Il governo di Panama ha
riconosciuto “gravi irregolarità” all’interno dell’agenzia di
riscossione delle imposte, a seguito della scoperta di una frode
di almeno 40 milioni di dollari che coinvolge diversi
funzionari.
All’inizio di luglio, l’operazione ‘Pandora’ ha portato alla
luce l’appropriazione indebita di crediti d’imposta destinati ai
contribuenti all’interno della Direzione generale delle entrate
(Dgi). Le autorità hanno arrestato 17 persone.
Il ministro dell’Economia e delle Finanze, Felipe Chapman, ha
specificato che la frode “è iniziata molti anni fa, ha coinvolto
funzionari e ha aggirato i controlli del sistema”.

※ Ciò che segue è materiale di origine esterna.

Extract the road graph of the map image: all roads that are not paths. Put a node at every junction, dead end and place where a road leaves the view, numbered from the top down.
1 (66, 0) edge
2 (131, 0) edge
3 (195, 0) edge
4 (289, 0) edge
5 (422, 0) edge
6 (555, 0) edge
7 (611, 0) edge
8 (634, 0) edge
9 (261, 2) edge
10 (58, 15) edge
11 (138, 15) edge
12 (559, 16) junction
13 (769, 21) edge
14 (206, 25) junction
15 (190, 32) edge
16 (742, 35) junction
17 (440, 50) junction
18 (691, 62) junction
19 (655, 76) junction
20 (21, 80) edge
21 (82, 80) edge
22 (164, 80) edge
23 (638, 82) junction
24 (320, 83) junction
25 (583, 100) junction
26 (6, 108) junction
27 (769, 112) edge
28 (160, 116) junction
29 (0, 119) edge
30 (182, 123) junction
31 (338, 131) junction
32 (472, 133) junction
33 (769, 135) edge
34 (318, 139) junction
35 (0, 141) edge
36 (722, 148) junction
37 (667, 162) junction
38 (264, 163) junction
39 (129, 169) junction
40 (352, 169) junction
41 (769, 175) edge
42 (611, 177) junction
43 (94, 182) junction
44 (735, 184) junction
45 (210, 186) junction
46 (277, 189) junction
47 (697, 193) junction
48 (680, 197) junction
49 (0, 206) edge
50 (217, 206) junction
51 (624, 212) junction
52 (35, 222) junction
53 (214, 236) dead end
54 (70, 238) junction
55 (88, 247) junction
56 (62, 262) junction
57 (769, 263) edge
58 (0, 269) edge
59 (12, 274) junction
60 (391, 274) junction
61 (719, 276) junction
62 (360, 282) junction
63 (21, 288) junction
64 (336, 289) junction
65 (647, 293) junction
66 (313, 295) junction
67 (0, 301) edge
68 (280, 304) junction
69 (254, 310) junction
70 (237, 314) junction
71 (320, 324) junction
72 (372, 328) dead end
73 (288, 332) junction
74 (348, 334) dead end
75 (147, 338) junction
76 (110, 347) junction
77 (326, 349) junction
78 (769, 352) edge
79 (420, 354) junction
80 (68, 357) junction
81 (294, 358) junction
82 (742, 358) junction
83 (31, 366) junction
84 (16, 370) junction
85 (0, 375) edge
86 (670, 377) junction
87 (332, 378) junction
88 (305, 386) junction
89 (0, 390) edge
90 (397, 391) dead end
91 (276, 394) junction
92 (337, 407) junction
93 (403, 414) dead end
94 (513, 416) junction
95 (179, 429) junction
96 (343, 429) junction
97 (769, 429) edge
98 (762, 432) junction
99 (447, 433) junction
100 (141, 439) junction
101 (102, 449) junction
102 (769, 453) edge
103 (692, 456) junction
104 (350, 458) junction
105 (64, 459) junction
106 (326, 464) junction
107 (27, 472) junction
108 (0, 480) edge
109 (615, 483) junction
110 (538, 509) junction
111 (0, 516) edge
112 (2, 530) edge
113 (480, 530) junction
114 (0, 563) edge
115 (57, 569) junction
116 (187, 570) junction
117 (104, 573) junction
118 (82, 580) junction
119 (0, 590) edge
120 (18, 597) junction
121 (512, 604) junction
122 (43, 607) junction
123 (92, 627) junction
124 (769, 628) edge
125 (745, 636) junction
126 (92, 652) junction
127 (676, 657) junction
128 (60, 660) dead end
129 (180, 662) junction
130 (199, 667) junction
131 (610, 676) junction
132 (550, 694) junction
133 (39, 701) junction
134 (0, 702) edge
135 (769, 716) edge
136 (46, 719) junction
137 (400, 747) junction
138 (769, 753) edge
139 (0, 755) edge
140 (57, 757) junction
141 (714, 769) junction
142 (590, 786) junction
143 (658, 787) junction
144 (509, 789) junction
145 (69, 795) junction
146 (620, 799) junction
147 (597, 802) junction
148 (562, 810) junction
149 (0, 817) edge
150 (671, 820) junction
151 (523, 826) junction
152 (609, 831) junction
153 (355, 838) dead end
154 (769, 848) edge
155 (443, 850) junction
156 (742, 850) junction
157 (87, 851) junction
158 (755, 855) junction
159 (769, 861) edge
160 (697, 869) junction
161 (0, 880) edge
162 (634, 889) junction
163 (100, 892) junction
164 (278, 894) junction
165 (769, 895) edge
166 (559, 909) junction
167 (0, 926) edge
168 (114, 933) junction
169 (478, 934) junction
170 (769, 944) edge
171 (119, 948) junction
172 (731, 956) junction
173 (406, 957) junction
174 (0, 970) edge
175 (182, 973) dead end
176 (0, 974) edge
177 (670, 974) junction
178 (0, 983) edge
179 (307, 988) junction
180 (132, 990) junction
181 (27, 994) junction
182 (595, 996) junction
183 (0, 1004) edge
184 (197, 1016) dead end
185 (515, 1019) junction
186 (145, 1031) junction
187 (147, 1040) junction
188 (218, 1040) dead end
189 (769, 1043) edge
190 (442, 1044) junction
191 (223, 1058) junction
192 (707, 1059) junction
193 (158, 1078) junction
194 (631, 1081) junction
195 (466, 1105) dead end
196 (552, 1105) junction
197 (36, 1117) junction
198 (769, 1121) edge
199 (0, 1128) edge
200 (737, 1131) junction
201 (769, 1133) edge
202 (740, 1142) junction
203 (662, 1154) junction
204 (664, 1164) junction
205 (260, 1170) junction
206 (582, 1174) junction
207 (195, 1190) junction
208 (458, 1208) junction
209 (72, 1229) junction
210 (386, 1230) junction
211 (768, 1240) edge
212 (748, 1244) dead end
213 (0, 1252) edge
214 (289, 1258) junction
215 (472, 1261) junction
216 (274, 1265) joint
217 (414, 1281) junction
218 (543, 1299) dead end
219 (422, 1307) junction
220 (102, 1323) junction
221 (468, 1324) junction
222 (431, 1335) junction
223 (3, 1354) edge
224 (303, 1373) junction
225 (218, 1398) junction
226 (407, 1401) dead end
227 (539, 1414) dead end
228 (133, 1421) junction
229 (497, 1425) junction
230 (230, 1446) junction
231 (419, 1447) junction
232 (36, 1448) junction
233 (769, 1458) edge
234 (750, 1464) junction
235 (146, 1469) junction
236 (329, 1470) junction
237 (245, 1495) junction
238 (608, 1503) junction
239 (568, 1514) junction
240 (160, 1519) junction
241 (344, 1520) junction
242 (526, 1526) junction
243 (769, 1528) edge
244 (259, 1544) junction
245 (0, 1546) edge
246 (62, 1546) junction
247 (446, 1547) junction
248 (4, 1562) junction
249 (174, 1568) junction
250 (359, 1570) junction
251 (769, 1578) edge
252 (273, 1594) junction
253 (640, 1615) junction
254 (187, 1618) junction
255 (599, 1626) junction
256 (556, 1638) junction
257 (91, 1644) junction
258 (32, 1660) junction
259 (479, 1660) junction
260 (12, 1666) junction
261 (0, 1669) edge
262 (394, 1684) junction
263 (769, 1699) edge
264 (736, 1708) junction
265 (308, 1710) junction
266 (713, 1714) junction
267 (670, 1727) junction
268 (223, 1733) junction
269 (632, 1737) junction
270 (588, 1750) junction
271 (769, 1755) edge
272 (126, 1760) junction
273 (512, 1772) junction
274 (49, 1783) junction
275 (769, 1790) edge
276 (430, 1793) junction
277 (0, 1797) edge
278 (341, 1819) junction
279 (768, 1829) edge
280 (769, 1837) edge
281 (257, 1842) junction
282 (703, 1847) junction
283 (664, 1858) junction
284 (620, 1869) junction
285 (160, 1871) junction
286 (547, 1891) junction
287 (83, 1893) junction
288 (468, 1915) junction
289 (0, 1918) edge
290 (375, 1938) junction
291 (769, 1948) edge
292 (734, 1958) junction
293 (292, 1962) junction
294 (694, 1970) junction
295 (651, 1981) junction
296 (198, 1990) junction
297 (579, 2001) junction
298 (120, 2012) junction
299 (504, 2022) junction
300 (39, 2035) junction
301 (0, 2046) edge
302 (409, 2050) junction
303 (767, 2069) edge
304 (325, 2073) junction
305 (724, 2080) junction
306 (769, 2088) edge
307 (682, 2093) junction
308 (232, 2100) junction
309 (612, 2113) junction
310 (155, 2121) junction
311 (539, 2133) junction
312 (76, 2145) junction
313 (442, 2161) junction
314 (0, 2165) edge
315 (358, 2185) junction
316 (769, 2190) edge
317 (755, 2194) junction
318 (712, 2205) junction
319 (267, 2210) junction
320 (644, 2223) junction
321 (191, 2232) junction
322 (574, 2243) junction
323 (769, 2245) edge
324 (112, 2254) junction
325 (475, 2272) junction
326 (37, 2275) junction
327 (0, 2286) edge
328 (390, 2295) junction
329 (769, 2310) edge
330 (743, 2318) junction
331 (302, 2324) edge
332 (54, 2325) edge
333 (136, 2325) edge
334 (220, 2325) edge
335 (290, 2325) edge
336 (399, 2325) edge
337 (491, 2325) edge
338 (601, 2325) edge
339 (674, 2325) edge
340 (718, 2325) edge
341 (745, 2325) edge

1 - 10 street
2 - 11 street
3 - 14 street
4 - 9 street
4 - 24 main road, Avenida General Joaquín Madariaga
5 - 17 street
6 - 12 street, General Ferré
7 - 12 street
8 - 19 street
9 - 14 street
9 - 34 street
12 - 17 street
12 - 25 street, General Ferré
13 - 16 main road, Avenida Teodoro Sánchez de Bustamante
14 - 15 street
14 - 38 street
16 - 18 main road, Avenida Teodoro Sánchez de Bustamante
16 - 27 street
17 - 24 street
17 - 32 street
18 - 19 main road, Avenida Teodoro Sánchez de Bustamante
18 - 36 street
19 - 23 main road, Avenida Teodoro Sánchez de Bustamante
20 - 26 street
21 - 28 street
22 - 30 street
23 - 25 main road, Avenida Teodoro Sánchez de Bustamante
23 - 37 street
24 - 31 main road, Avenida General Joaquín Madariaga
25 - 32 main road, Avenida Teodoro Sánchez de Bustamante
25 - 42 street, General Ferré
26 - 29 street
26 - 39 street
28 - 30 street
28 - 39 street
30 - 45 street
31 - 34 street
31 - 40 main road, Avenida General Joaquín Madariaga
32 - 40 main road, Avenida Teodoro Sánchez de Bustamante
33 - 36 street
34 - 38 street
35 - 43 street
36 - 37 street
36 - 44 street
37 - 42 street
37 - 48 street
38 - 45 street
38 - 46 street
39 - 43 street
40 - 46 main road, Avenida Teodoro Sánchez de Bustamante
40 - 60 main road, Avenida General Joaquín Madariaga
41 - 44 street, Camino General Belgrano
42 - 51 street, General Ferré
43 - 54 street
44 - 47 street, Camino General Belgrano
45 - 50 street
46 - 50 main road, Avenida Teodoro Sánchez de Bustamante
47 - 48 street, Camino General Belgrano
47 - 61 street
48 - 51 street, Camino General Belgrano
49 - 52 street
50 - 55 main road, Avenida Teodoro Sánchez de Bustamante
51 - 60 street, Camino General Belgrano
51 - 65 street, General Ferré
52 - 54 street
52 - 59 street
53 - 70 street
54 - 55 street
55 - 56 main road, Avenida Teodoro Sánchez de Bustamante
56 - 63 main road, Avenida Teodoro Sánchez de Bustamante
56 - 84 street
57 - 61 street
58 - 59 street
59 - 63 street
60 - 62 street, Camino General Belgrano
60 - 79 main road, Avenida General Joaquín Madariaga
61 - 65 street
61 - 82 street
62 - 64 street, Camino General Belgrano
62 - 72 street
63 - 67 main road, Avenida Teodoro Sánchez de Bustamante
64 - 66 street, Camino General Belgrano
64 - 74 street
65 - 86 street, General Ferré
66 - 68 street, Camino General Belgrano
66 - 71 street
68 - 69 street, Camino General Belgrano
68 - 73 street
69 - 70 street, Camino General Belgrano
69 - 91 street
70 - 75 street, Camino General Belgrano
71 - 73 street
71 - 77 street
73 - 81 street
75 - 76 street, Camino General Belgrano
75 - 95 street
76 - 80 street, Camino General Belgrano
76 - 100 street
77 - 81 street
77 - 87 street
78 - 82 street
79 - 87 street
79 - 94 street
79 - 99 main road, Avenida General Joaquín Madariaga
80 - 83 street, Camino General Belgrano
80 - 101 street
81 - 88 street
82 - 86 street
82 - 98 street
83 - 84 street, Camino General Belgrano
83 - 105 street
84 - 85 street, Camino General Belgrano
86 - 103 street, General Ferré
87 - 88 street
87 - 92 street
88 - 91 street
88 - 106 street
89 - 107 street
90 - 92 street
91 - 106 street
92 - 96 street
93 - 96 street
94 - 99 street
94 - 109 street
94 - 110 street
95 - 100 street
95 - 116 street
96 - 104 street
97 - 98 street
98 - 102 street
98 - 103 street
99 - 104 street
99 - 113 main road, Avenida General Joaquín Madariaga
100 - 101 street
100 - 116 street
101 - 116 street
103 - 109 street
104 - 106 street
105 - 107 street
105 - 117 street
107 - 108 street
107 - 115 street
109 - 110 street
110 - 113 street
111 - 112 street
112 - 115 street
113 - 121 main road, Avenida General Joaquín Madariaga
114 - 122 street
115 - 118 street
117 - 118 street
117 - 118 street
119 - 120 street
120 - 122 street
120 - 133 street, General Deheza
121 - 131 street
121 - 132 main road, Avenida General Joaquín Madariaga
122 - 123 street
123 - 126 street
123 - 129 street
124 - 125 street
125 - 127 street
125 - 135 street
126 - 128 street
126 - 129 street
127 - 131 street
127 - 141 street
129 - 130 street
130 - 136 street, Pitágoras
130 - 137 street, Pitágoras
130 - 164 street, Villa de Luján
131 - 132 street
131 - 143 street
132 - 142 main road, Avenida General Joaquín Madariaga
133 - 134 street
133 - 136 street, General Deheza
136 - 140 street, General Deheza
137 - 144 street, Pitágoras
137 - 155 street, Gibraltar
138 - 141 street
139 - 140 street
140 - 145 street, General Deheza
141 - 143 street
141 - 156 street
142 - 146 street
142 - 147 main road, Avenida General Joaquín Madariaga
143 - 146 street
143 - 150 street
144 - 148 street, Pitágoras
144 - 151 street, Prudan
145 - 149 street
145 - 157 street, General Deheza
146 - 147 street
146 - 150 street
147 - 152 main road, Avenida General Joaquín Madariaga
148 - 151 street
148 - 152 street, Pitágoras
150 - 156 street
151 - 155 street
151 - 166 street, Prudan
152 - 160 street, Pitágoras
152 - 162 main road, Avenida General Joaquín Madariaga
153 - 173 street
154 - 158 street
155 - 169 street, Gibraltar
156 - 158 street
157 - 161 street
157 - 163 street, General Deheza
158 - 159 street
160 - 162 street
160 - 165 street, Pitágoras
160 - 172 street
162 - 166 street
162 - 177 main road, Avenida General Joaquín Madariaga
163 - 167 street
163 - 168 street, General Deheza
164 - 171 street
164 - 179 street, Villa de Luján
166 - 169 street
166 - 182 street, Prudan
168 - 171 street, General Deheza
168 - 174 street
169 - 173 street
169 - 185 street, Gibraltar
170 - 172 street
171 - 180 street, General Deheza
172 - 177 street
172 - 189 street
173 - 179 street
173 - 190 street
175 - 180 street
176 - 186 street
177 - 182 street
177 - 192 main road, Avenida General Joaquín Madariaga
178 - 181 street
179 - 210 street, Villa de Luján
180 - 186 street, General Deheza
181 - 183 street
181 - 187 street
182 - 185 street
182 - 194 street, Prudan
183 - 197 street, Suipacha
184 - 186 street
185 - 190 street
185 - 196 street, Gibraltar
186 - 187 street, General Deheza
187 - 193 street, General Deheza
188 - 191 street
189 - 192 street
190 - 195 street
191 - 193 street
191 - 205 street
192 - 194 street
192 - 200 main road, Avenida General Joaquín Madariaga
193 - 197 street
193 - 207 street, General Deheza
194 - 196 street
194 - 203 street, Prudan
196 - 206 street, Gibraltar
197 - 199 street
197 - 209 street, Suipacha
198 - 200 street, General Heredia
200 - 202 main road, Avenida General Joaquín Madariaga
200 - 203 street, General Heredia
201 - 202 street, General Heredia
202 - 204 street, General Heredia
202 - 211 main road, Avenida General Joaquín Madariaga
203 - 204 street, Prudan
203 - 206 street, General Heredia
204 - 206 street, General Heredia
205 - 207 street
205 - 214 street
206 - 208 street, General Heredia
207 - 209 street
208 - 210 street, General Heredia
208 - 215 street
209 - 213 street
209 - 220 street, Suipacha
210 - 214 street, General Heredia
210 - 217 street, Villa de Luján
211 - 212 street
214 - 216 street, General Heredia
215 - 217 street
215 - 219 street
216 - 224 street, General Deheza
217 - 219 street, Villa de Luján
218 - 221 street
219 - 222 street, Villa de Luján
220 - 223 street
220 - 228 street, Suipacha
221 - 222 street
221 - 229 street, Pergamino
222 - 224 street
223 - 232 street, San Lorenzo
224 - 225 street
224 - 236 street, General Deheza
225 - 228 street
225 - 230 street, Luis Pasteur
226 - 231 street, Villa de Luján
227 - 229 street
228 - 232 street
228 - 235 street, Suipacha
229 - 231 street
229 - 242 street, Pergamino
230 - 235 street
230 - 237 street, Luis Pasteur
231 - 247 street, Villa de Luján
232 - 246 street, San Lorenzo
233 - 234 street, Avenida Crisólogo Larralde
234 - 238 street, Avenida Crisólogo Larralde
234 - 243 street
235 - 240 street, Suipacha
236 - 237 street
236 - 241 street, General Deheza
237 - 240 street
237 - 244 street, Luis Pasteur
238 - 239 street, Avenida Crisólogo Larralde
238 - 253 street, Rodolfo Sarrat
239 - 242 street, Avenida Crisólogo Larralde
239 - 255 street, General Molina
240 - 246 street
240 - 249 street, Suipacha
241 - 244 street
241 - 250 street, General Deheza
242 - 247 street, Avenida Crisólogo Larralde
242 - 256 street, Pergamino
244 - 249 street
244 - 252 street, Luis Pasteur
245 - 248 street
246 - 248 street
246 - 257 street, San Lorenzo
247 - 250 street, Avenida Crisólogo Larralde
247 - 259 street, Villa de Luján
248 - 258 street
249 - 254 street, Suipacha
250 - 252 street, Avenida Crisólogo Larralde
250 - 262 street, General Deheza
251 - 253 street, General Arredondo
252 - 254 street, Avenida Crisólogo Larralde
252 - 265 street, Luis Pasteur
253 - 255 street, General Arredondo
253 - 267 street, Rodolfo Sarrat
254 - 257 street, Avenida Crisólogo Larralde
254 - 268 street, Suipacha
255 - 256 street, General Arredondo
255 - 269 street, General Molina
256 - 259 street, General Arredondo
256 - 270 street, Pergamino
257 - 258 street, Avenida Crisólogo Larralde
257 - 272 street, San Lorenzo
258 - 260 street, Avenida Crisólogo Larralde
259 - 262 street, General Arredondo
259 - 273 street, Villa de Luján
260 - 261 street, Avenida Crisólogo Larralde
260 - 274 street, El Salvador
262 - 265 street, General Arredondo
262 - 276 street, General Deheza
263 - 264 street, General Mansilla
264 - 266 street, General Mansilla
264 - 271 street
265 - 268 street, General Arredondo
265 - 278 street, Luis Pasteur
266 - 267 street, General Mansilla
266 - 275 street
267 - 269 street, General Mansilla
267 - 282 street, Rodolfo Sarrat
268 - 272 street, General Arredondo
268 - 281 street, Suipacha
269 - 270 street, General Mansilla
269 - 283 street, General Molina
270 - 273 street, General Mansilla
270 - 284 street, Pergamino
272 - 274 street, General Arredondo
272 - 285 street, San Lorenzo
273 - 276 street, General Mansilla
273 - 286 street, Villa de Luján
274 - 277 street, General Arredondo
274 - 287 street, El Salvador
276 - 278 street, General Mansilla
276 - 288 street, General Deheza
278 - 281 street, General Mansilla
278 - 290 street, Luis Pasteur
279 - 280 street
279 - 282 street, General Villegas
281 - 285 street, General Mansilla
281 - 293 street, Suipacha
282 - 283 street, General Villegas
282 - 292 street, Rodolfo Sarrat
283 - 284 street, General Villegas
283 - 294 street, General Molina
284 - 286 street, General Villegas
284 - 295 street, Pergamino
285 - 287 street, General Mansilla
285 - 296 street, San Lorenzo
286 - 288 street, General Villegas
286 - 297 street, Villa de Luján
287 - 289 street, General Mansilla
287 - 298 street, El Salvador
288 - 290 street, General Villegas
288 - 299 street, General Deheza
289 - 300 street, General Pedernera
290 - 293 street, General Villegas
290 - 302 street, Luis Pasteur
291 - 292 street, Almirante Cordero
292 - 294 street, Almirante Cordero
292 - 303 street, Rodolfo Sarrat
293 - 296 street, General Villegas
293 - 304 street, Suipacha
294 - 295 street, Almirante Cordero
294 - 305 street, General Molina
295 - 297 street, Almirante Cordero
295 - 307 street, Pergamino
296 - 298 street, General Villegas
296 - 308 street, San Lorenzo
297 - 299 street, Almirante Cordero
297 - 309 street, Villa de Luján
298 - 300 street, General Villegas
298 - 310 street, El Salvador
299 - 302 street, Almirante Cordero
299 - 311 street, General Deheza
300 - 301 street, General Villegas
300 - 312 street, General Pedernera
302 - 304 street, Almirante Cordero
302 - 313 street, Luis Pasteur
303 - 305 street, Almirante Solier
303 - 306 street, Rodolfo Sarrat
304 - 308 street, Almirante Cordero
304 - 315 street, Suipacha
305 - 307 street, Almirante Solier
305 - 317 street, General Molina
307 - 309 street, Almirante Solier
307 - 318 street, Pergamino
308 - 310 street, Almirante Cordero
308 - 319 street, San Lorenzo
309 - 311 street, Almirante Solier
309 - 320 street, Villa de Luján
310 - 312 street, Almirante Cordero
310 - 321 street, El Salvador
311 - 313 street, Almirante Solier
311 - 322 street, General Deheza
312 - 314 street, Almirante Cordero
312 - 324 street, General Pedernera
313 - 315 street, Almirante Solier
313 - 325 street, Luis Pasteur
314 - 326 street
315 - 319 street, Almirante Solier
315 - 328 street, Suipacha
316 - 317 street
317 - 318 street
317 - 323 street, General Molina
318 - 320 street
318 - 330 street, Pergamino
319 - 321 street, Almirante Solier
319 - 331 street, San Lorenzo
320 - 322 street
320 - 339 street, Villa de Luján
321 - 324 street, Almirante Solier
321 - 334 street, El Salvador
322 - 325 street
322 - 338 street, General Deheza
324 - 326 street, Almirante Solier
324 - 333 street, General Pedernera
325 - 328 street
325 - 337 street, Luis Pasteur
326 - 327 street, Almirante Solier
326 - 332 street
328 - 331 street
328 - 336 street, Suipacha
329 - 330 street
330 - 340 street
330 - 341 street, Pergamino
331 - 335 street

Secondo i media locali, come il quotidiano La Prensa, i
funzionari e i loro complici cancellavano le transazioni
relative ai crediti d’imposta dal sistema. Questi fondi,
successivamente convertiti, venivano trasferiti a intermediari
che affermavano di averli ricevuti in buona fede.
L’immagine del Paese centro americano venne già gravemente
compromessa nel 2016 a seguito dello scandalo internazionale dei
‘Panama Papers’. Da allora, Panama ha intrapreso riforme per
essere rimossa dalle liste nere dei paradisi fiscali.